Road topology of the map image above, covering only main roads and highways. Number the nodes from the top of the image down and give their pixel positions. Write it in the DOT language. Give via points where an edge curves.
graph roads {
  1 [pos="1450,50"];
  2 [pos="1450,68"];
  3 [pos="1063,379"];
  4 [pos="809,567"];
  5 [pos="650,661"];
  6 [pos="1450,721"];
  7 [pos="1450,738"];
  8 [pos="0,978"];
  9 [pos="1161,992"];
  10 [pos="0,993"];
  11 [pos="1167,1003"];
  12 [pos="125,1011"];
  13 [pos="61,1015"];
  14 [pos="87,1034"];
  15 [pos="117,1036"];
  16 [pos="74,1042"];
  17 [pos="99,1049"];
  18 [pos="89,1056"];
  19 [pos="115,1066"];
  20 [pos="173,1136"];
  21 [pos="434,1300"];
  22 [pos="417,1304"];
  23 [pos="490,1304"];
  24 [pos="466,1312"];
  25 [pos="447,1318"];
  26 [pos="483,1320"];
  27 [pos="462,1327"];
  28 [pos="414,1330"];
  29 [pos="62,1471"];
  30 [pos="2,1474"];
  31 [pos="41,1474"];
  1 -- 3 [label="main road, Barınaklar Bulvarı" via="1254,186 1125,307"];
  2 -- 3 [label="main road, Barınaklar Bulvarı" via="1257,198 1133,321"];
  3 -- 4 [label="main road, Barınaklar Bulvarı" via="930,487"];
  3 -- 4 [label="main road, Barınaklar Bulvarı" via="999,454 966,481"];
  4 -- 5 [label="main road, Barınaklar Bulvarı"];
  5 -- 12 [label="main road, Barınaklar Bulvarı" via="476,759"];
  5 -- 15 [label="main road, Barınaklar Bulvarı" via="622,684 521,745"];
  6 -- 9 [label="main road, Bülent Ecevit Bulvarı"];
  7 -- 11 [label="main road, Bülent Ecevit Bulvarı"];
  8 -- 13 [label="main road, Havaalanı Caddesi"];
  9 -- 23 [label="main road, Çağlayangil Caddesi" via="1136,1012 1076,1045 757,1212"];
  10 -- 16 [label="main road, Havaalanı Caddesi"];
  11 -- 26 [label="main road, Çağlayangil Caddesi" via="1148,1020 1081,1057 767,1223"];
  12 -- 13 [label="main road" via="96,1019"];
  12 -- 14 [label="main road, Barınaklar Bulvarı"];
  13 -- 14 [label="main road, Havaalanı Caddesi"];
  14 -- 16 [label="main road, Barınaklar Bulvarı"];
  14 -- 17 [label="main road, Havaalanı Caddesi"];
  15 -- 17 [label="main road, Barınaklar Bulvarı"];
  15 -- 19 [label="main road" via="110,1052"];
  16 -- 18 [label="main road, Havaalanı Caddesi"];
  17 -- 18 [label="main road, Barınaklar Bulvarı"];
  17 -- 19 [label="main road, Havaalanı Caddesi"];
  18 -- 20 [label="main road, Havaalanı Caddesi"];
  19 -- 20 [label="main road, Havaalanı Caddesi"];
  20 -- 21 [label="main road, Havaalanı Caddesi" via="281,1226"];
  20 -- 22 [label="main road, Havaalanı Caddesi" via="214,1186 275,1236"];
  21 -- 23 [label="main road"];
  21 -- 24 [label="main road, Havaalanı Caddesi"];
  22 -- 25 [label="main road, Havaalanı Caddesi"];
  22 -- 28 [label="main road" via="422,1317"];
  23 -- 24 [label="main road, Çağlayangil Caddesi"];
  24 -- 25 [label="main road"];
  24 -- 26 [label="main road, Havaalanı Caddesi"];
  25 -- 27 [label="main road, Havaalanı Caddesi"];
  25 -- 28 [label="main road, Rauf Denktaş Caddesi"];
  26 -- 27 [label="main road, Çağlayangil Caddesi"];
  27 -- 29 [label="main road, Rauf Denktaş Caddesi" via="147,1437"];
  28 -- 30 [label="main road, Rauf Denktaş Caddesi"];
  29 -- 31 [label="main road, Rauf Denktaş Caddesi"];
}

* * *

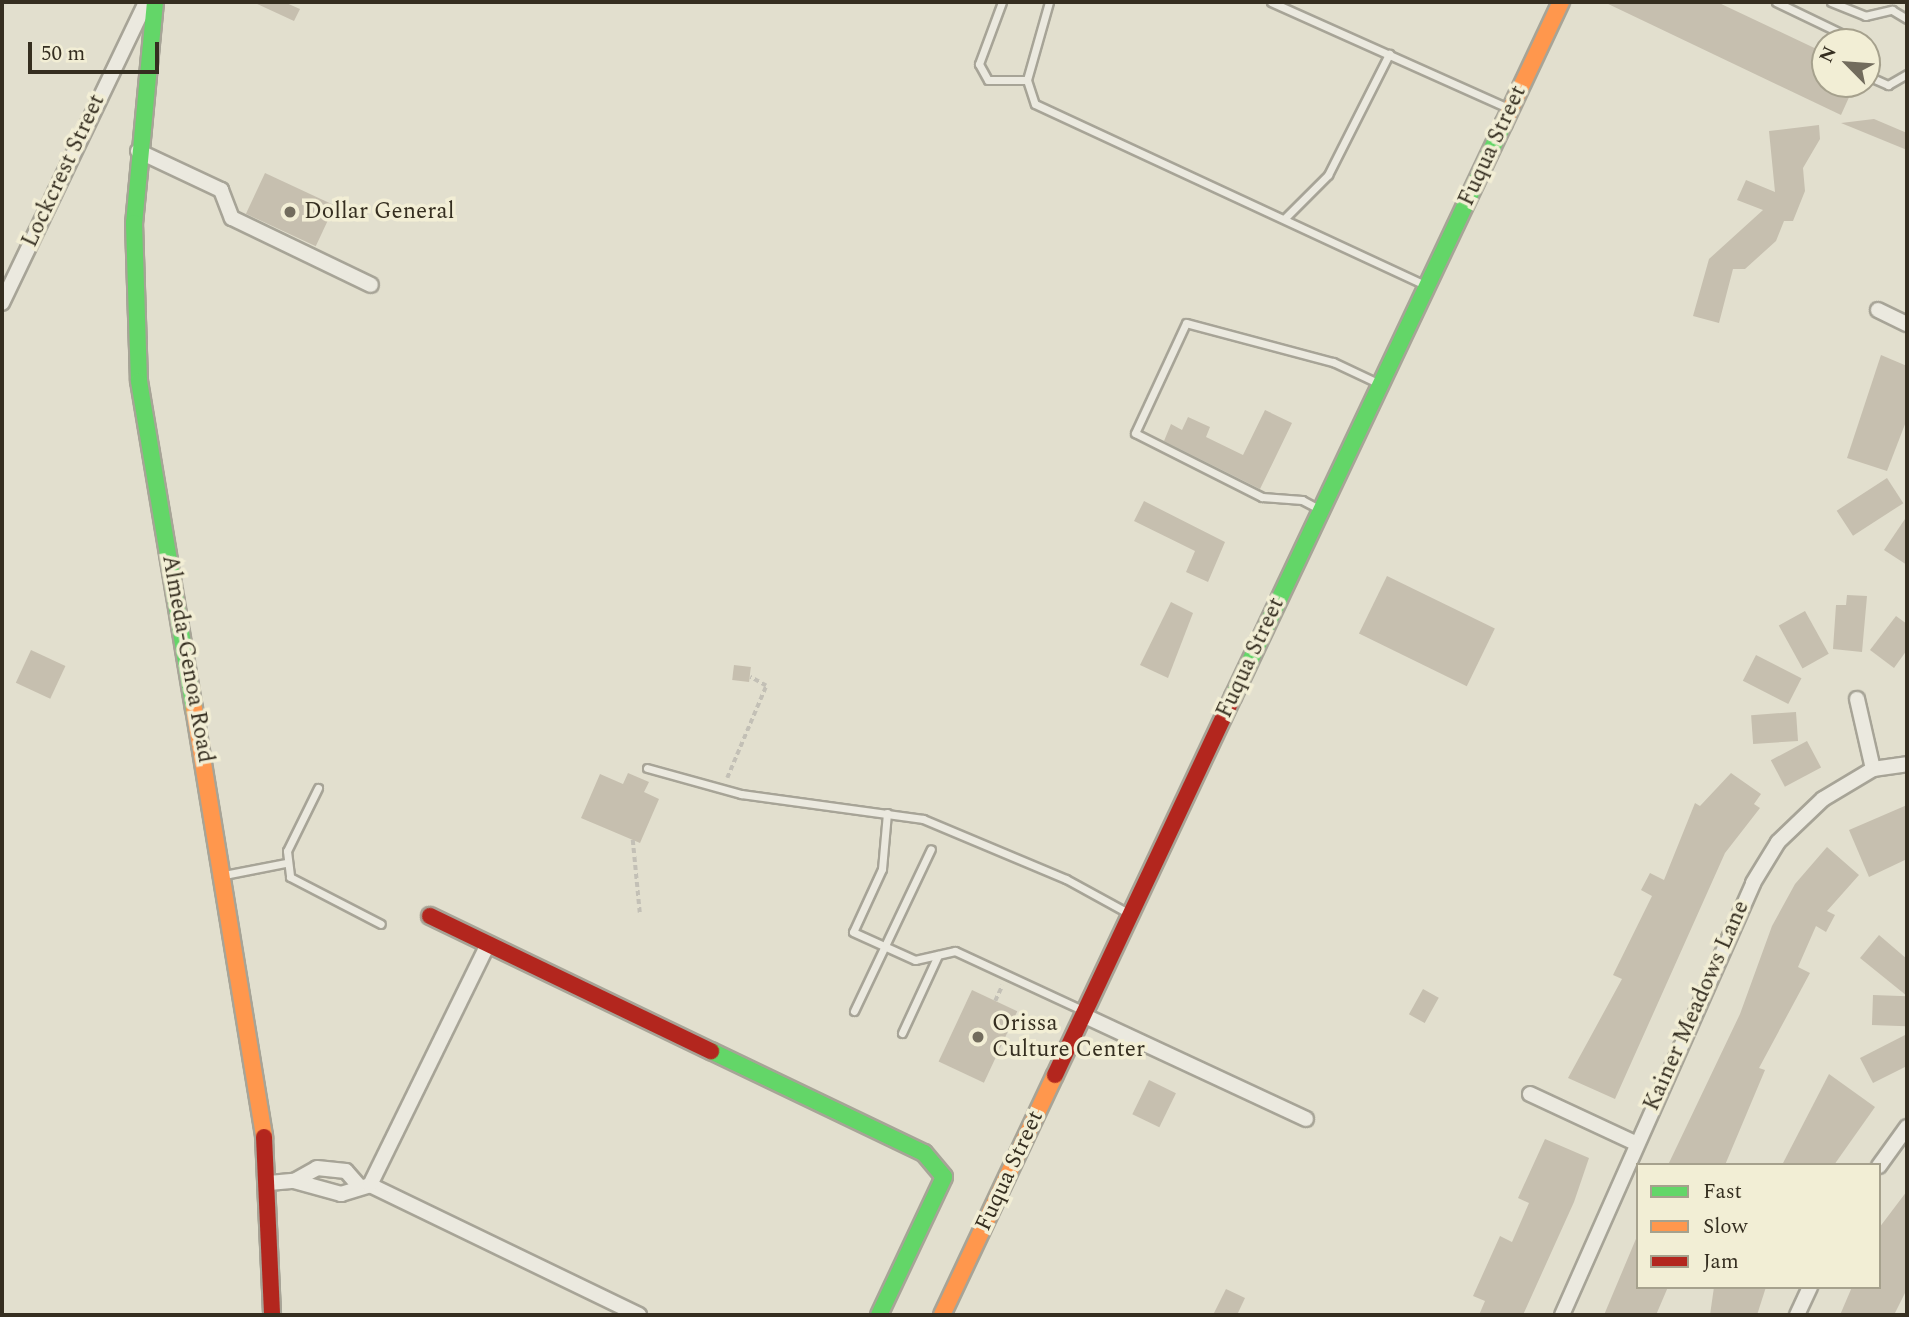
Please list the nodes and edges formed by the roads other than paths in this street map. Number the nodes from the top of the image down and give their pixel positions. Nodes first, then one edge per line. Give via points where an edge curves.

...

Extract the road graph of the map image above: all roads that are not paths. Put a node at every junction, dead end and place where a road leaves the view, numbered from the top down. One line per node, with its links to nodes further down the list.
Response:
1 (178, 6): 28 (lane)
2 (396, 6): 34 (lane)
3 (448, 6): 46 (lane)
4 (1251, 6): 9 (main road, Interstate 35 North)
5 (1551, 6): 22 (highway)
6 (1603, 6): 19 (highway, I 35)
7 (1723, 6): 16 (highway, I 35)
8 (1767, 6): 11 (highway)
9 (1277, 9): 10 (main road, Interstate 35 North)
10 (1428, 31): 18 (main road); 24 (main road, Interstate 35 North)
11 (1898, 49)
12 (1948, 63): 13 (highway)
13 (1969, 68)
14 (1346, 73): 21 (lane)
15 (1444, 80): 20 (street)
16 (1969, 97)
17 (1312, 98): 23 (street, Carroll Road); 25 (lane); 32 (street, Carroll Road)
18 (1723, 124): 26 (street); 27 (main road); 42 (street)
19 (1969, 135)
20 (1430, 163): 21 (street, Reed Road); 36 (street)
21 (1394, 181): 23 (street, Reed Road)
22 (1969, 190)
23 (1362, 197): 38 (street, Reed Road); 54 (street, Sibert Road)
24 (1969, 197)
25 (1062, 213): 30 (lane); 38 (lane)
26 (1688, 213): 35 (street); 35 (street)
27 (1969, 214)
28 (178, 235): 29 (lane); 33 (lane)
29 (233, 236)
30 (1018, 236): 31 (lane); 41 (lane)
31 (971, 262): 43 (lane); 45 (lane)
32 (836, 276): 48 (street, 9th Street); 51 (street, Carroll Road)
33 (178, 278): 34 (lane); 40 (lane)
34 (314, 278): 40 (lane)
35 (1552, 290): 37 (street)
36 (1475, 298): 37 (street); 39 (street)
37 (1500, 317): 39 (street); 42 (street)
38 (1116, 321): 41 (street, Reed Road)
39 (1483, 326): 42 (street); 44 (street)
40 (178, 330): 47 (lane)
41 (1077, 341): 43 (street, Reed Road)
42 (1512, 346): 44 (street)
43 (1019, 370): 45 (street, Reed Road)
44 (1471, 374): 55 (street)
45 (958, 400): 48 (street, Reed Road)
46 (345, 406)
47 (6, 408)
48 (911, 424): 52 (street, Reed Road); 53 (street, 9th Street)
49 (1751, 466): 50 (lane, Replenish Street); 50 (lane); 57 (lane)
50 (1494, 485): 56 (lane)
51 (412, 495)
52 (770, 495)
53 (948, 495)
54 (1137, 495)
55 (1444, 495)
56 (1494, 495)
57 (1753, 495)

TASK BRIEF
Find and copy each line in the material above where the string "paths" occurs.

EXERCISE ANSWER
Please list the nodes and edges formed by the roads other than paths in this street map. Number the nodes from the top of the image down and give their pixel positions. Nodes first, then one edge per line. Give via points where an edge curves.
Extract the road graph of the map image above: all roads that are not paths. Put a node at every junction, dead end and place where a road leaves the view, numbered from the top down. One line per node, with its links to nodes further down the list.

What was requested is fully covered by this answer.